Pull each line containing "Pedro" out of the data and copy it.

(Dataset entries)
===
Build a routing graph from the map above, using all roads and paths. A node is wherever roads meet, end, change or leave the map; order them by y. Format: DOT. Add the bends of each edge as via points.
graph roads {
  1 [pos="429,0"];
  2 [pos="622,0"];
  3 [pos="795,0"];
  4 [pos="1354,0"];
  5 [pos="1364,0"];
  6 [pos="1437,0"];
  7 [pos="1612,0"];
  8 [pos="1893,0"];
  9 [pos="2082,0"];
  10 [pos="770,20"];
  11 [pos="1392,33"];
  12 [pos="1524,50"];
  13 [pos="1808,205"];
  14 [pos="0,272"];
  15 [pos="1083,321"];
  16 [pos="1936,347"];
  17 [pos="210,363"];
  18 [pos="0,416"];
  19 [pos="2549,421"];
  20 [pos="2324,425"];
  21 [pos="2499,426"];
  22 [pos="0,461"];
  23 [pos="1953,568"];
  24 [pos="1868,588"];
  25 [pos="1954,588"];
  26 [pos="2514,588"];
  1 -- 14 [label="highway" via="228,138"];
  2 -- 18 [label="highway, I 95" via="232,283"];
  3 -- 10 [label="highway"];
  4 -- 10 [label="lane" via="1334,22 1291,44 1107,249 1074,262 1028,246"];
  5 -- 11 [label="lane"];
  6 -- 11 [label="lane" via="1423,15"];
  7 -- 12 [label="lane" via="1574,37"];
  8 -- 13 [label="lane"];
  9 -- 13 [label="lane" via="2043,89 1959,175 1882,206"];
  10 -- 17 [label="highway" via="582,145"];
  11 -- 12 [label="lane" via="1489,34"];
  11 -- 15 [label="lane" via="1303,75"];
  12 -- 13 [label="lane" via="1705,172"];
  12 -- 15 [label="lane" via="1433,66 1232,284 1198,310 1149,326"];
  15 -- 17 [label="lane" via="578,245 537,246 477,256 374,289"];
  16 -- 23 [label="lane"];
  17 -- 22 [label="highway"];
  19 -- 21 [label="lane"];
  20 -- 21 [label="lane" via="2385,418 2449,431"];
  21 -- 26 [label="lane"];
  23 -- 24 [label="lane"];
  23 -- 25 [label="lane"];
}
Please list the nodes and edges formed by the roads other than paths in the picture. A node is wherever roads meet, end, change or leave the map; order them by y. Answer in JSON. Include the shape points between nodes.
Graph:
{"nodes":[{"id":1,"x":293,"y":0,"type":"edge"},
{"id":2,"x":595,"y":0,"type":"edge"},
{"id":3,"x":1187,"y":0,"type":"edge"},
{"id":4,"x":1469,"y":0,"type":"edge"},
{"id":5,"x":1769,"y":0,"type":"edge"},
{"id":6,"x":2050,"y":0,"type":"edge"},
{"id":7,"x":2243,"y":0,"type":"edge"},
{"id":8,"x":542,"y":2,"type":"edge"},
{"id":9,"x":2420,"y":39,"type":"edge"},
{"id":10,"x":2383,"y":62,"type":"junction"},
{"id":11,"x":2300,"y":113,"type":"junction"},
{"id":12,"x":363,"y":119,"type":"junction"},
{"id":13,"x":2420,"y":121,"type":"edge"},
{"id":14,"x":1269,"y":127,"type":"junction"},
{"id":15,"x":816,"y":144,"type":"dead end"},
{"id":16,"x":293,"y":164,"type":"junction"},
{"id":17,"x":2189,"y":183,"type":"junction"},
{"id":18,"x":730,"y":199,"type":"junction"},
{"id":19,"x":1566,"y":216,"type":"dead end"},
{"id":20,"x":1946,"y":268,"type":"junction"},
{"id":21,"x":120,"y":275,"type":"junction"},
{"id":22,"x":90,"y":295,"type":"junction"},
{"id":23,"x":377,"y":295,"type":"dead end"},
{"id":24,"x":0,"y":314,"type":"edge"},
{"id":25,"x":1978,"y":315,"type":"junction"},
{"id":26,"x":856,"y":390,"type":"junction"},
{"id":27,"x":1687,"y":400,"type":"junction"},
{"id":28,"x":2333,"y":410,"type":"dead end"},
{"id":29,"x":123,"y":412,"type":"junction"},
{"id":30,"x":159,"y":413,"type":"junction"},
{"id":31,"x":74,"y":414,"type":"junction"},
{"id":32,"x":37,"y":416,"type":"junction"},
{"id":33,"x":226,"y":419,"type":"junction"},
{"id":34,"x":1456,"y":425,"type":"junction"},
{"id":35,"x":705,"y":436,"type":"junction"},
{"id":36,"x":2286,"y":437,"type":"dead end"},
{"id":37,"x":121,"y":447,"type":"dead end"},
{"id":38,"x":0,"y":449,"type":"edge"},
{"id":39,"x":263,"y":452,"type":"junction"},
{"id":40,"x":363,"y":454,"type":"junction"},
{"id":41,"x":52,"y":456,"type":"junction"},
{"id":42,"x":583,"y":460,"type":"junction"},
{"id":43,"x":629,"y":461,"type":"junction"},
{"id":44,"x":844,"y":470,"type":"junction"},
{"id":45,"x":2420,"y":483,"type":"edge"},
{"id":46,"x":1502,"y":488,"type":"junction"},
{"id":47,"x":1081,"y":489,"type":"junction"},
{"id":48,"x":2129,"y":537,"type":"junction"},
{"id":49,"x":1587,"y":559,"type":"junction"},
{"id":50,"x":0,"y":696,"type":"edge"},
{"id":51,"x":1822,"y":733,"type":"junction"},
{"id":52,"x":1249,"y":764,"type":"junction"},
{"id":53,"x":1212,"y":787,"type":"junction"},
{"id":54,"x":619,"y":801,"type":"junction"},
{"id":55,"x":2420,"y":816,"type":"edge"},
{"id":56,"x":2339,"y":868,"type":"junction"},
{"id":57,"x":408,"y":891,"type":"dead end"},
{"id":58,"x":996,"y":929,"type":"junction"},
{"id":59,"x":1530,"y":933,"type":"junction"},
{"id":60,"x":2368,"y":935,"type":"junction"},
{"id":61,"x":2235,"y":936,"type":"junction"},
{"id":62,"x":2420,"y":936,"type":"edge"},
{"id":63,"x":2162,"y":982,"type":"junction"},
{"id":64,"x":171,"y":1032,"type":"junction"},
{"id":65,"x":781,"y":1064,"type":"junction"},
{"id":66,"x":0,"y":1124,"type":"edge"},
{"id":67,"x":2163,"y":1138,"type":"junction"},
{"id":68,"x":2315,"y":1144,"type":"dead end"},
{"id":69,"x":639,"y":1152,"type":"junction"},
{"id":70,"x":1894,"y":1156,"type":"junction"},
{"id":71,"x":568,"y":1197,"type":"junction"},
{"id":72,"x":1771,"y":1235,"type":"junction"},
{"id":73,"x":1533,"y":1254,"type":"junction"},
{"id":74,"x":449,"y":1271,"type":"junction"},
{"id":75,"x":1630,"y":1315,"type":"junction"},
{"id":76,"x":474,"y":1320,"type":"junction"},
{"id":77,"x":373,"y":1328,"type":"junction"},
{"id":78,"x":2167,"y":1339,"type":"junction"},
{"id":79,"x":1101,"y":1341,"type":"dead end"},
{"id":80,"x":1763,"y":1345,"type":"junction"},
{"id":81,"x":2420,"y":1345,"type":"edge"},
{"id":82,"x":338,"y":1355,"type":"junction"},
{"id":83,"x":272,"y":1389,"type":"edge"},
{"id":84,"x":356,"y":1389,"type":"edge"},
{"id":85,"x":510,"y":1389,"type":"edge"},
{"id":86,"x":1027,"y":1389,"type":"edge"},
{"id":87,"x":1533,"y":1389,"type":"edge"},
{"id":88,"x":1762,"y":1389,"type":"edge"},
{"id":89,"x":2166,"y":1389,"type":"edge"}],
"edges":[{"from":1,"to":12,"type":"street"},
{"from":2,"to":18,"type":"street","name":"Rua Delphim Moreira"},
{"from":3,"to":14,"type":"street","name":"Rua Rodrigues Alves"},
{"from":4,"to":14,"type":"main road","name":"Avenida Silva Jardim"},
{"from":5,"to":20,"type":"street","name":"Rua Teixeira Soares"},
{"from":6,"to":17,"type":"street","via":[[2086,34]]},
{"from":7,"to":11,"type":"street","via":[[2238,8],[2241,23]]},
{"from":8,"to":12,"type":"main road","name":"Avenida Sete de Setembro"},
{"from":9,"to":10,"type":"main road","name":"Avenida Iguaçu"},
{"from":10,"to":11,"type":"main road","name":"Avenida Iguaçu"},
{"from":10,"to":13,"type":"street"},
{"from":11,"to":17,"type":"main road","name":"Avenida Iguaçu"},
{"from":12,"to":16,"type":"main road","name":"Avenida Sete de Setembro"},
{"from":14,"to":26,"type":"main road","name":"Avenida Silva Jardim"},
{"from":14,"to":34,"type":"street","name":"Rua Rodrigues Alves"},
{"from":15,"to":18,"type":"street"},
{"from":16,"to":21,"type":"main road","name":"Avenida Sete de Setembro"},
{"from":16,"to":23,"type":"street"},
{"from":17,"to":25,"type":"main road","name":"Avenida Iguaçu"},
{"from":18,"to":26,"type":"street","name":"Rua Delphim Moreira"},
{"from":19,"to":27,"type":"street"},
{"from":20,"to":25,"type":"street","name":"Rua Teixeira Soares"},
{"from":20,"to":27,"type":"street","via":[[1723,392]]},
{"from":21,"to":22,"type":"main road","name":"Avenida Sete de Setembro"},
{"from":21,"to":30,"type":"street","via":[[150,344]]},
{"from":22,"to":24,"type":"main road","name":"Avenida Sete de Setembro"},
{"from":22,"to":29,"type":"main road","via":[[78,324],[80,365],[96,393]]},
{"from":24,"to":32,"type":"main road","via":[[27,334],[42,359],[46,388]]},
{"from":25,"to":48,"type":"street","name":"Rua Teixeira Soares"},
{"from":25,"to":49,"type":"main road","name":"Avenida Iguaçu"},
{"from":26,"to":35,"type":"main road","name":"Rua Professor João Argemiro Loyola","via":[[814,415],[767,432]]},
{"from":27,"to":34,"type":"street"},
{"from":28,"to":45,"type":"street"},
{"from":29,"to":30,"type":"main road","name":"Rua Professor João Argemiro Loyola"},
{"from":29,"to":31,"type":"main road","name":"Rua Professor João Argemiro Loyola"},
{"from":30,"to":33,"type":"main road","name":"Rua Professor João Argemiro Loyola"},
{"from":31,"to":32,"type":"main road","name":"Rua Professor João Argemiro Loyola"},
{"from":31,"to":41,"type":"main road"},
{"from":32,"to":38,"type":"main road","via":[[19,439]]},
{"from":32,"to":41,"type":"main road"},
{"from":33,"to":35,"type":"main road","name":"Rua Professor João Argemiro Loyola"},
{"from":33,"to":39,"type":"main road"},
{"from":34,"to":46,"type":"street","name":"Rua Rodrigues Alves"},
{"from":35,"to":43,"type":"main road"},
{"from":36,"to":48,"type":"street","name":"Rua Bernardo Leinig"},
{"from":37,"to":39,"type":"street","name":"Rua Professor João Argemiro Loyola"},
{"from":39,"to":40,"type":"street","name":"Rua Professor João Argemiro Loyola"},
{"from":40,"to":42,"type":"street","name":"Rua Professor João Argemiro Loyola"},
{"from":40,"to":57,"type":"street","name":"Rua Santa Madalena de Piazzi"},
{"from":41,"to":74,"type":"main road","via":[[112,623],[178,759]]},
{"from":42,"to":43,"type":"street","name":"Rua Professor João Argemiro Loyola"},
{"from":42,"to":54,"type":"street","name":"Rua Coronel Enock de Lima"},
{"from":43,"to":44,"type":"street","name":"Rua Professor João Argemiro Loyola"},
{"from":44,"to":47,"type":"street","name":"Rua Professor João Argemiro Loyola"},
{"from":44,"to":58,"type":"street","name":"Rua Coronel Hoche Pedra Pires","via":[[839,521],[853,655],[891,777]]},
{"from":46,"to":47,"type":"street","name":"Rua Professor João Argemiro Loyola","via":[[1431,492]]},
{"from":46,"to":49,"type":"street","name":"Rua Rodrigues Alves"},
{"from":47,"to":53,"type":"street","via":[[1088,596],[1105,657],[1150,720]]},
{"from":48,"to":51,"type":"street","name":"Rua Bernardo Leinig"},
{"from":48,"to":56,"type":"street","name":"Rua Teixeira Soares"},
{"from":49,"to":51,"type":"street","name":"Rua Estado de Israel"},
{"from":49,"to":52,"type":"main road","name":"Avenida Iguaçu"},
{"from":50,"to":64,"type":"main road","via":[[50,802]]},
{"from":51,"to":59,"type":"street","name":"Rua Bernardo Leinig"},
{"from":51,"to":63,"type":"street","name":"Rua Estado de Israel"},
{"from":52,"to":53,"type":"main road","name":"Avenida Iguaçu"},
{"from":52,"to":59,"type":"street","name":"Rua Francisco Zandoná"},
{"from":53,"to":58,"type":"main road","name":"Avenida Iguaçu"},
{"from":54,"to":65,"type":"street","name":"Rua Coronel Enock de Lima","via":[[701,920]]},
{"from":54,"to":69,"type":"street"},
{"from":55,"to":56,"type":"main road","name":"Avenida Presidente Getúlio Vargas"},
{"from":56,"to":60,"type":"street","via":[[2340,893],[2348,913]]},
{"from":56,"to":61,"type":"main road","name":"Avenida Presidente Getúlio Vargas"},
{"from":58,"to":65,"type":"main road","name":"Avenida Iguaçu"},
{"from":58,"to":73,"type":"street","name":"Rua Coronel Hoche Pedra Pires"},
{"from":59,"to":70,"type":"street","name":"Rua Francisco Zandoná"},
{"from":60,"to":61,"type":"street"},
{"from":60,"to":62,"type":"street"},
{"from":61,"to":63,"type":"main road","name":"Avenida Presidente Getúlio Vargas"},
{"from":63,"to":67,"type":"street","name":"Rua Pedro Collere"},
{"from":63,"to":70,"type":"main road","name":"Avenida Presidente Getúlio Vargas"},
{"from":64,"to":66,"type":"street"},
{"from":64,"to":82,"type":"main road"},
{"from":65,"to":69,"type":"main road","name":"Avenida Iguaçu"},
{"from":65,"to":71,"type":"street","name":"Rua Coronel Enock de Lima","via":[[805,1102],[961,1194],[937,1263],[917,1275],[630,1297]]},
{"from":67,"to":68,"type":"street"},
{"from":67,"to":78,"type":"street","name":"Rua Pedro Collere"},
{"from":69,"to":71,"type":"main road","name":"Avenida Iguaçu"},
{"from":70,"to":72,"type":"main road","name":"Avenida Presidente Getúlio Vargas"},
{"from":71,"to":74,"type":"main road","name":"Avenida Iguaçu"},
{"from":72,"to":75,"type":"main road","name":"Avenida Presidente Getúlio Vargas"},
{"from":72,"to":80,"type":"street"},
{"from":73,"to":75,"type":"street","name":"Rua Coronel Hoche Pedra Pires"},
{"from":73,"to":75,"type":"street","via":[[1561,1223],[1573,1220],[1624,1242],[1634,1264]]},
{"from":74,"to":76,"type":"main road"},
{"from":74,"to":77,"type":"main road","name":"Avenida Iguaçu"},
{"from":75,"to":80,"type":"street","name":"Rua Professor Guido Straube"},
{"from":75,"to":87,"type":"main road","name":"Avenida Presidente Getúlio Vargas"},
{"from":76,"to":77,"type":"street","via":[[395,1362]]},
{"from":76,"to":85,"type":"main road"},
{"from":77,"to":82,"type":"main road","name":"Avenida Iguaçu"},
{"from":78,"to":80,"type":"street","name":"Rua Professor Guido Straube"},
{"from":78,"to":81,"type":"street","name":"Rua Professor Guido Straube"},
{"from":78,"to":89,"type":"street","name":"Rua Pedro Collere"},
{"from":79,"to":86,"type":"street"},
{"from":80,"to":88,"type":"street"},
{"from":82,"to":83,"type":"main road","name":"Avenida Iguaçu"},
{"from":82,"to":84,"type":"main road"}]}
===
The answer:
{"from":63,"to":67,"type":"street","name":"Rua Pedro Collere"},
{"from":67,"to":78,"type":"street","name":"Rua Pedro Collere"},
{"from":78,"to":89,"type":"street","name":"Rua Pedro Collere"},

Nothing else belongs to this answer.